Loading, reshaping, visualizing data using pycroscopy

Suhas Somnath, Chris R. Smith and Stephen Jesse

The Center for Nanophase Materials Science and The Institute for Functional Imaging for Materials
Oak Ridge National Laboratory
8/01/2017

Here, we will demonstrate how to load, reshape, and visualize multidimensional imaging datasets.

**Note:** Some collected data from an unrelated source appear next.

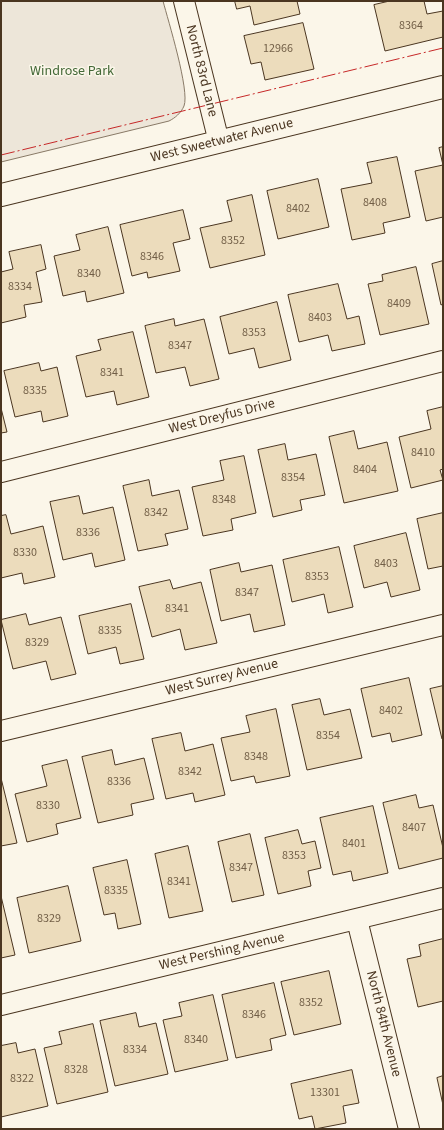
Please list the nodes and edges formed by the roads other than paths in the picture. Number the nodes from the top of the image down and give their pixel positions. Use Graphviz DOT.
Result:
graph roads {
  1 [pos="184,1"];
  2 [pos="443,87"];
  3 [pos="219,142"];
  4 [pos="1,195"];
  5 [pos="443,361"];
  6 [pos="1,472"];
  7 [pos="443,625"];
  8 [pos="1,731"];
  9 [pos="443,898"];
  10 [pos="357,920"];
  11 [pos="1,1005"];
  12 [pos="409,1129"];
  1 -- 3 [label="street, North 83rd Lane"];
  2 -- 3 [label="street, West Sweetwater Avenue"];
  3 -- 4 [label="street, West Sweetwater Avenue"];
  5 -- 6 [label="street, West Dreyfus Drive"];
  7 -- 8 [label="street, West Surrey Avenue"];
  9 -- 10 [label="street, West Pershing Avenue"];
  10 -- 11 [label="street, West Pershing Avenue"];
  10 -- 12 [label="street, North 84th Avenue"];
}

For this example, we will load a three dimensional Band Excitation imaging dataset acquired from an atomic force microscope.


In [ ]:
# Make sure pycroscopy and wget are installed
!pip install pycroscopy
!pip install -U wget

In [ ]:
# Ensure python 3 compatibility
from __future__ import division, print_function, absolute_import

# Import necessary libraries:
import h5py
import numpy as np
import matplotlib.pyplot as plt
import matplotlib.patches as patches
from IPython.display import display
from os import remove
import pycroscopy as px

# set up notebook to show plots within the notebook
% matplotlib inline

Load pycroscopy compatible file

For simplicity we will use a dataset that has already been transalated form its original data format into a pycroscopy compatible hierarchical data format (HDF5 or H5) file

HDF5 or H5 files:

  • are like smart containers that can store matrices with data, folders to organize these datasets, images, metadata like experimental parameters, links or shortcuts to datasets, etc.
  • are readily compatible with high-performance computing facilities
  • scale very efficiently from few kilobytes to several terabytes
  • can be read and modified using any language including Python, Matlab, C/C++, Java, Fortran, Igor Pro, etc.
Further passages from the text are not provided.